Горький также оставил воспоминания об этом вечере, и ему также запомнился танец Айседоры: «Дункан я видел на сцене за несколько лет до этой встречи, когда о ней писали как о чуде, а один журналист удивительно сказал: „Ее гениальное тело сжигает нас пламенем славы“.
Но я не люблю, не понимаю пляски от разума, и не понравилось мне, как эта женщина металась по сцене. Помню – было даже грустно, казалось, что ей смертельно холодно, и она, полуодетая, бегает, чтоб согреться, выскользнуть из холода.
У Толстого она тоже плясала, предварительно покушав и выпив водки. Пляска изображала как будто борьбу тяжести возраста Дункан с насилием ее тела, избалованного славой и любовью. За этими словами не скрыто ничего обидного для женщины, они говорят только о проклятии старости».
Это объяснение кажется логичным. Разумеется, главная проблема женщины – особенно красивой женщины – это возраст. И если ей уже 45, то этот факт должен занимать все ее мысли и скорбь об утраченной молодости должна являться лейтмотивом ее творчества. Так склонны рассуждать многие мужчины. Но только ли с возрастом боролась тогда Айседора?

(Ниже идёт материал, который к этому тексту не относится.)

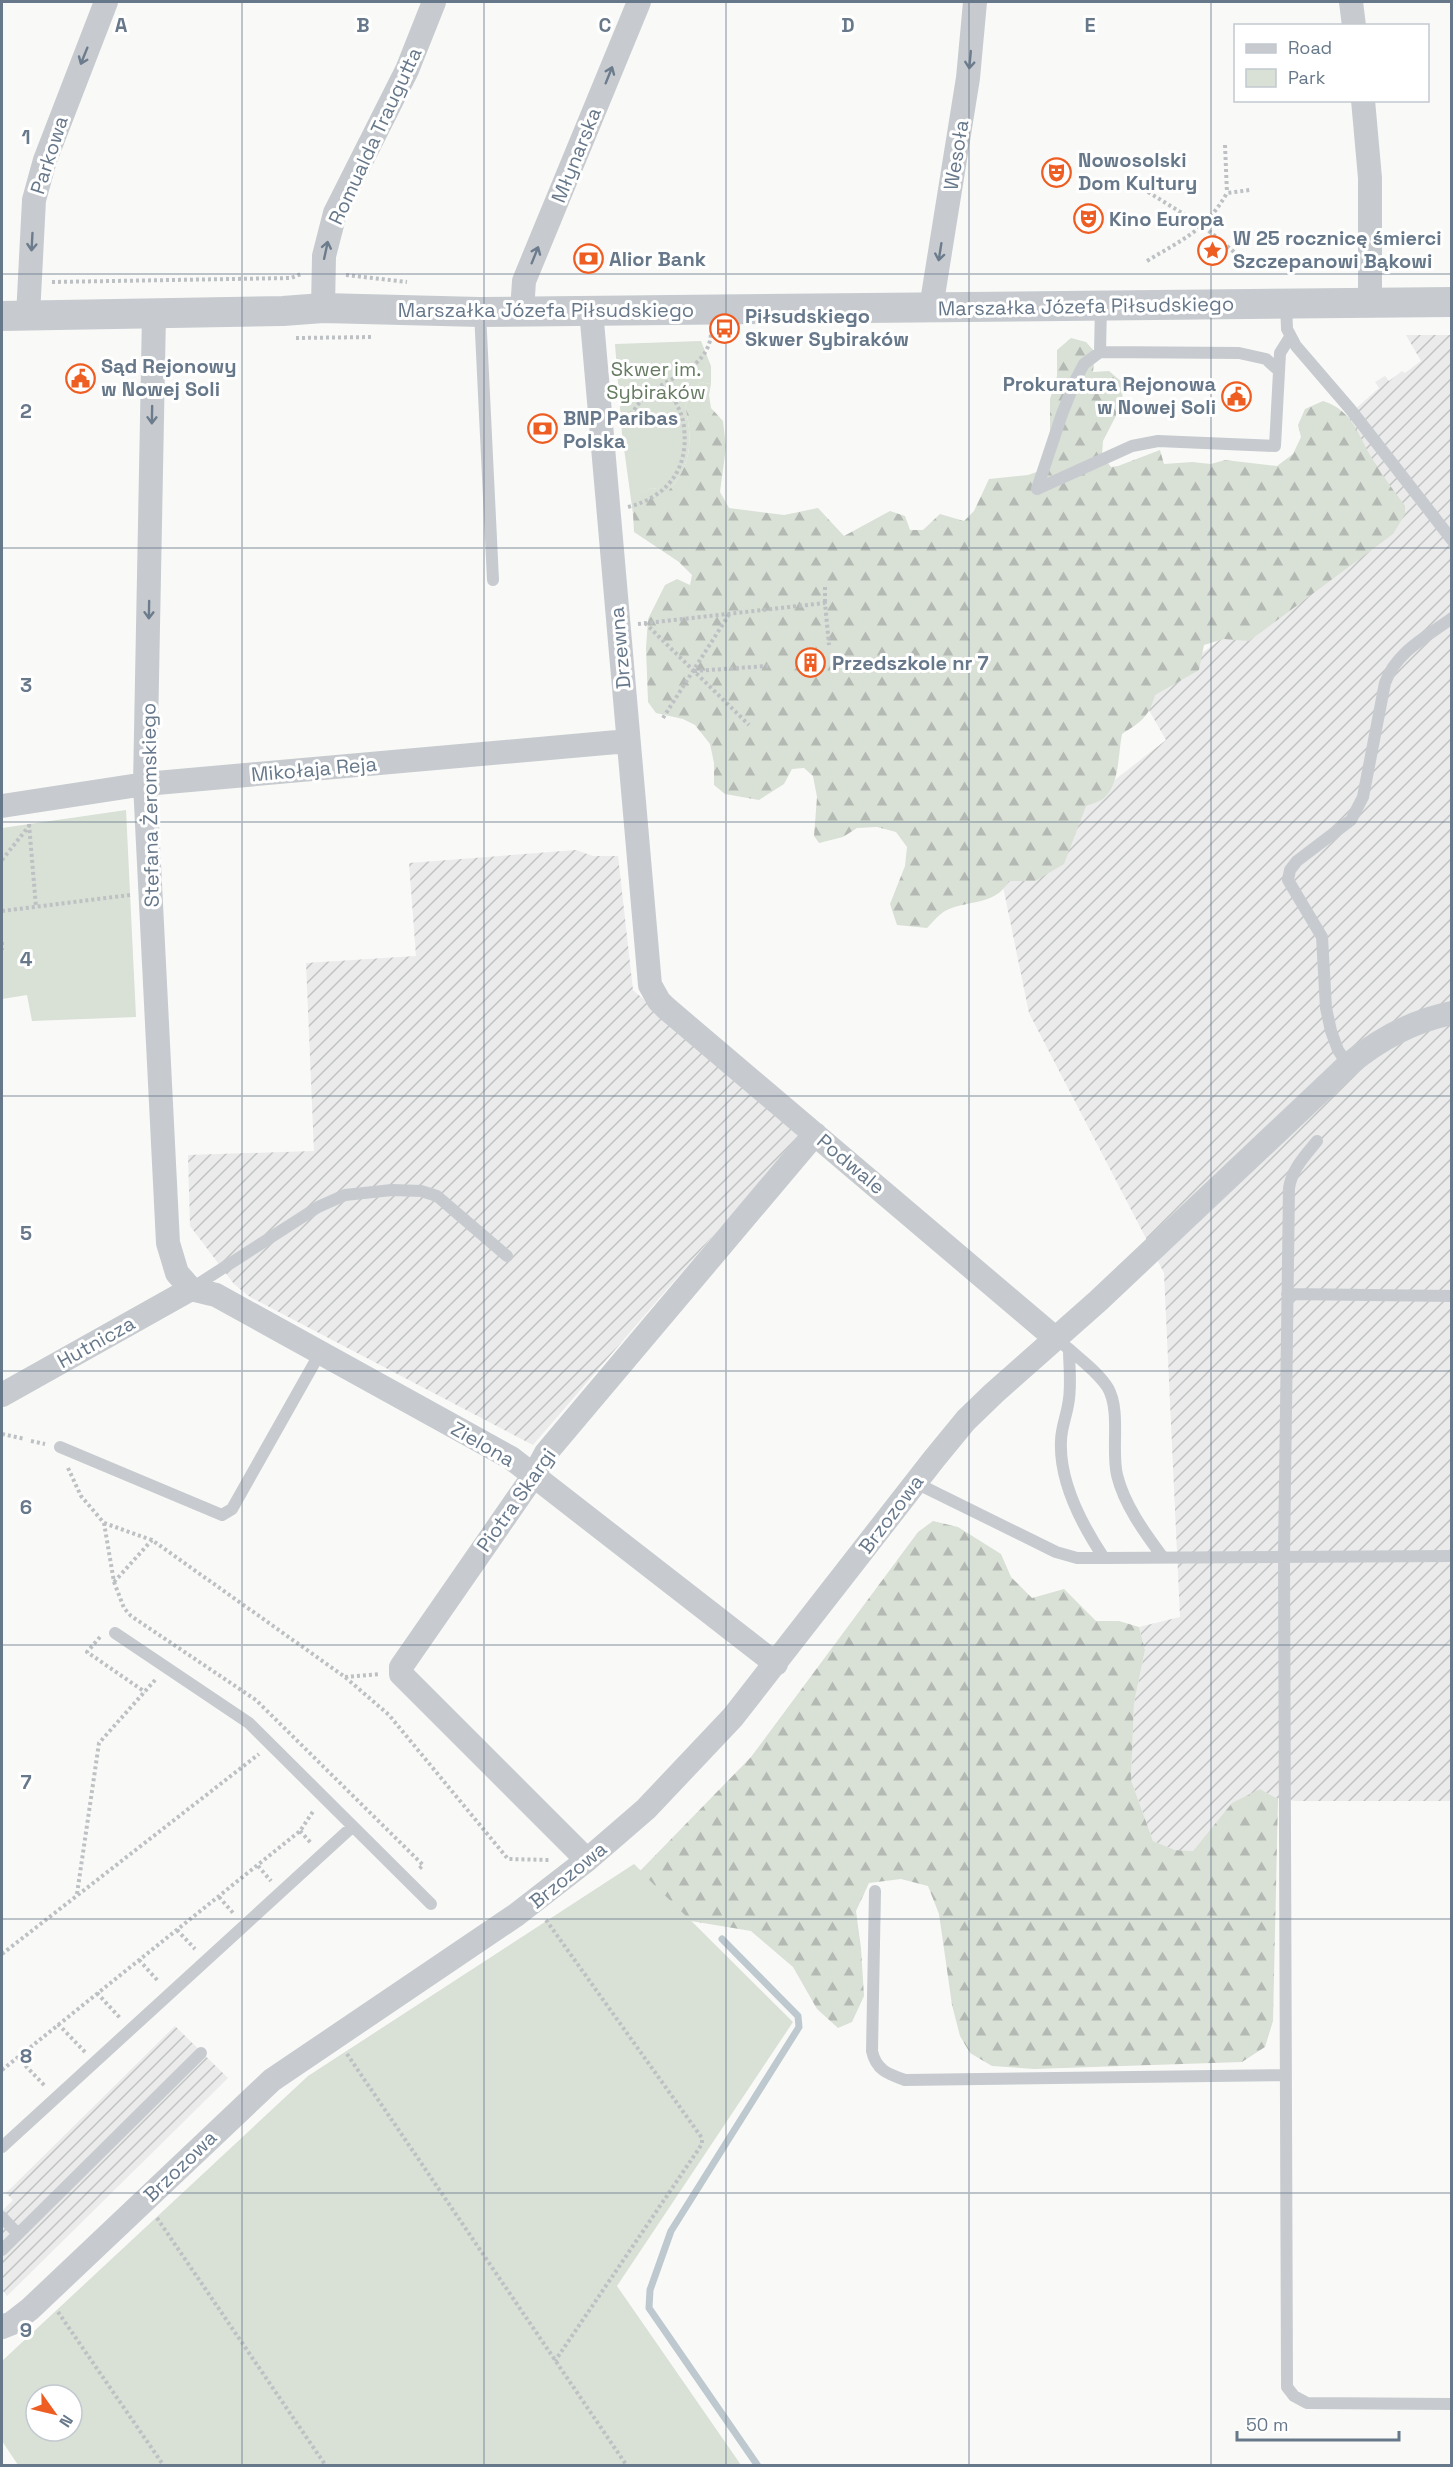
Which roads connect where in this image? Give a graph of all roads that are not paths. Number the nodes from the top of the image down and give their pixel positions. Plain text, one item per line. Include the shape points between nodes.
1 (106, 2) edge
2 (434, 2) edge
3 (639, 2) edge
4 (975, 2) edge
5 (1351, 2) edge
6 (1354, 24) edge
7 (1363, 102) edge
8 (1370, 302) junction
9 (1452, 302) edge
10 (1286, 303) junction
11 (1101, 306) junction
12 (931, 308) junction
13 (323, 309) junction
14 (591, 310) junction
15 (522, 311) junction
16 (480, 312) junction
17 (154, 314) junction
18 (15, 316) edge
19 (1290, 337) junction
20 (1100, 352) junction
21 (1278, 370) junction
22 (1452, 540) edge
23 (493, 580) dead end
24 (1452, 618) edge
25 (628, 741) junction
26 (145, 784) junction
27 (10, 814) edge
28 (650, 985) joint
29 (1452, 1013) edge
30 (1348, 1065) junction
31 (815, 1134) junction
32 (1317, 1141) dead end
33 (507, 1256) dead end
34 (191, 1289) junction
35 (1287, 1294) junction
36 (1452, 1296) edge
37 (1063, 1344) junction
38 (320, 1353) junction
39 (2, 1395) edge
40 (60, 1448) road end
41 (534, 1475) junction
42 (916, 1483) junction
43 (1162, 1556) junction
44 (1284, 1556) junction
45 (1452, 1556) edge
46 (1104, 1558) junction
47 (115, 1633) dead end
48 (776, 1664) junction
49 (352, 1827) junction
50 (587, 1860) junction
51 (875, 1891) dead end
52 (431, 1904) dead end
53 (201, 2053) dead end
54 (1286, 2075) junction
55 (2, 2148) edge
56 (2, 2217) edge
57 (18, 2234) junction
58 (2, 2250) edge
59 (2, 2327) edge
60 (1452, 2404) edge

Ей оставалось жить пять лет. Подробности ее трагической гибели хорошо известны и окружены легендами. 14 сентября 1927 года танцовщица должна была выступить с концертом в Ницце. Одна из легенд утверждала, что перед тем, как сесть в автомобиль, Айседора воскликнула своим поклонникам: «Прощайте, друзья! Я иду к славе!»[56] Ни водитель, ни Айседора, ни друзья, провожавшие ее, не заметили, что обвитый вокруг ее шеи длинный красный шарф попал в ось заднего колеса. Когда машина тронулась с места, шарф задушил Дункан. Ее прах захоронен в Париже, на кладбище Пер-Лашез.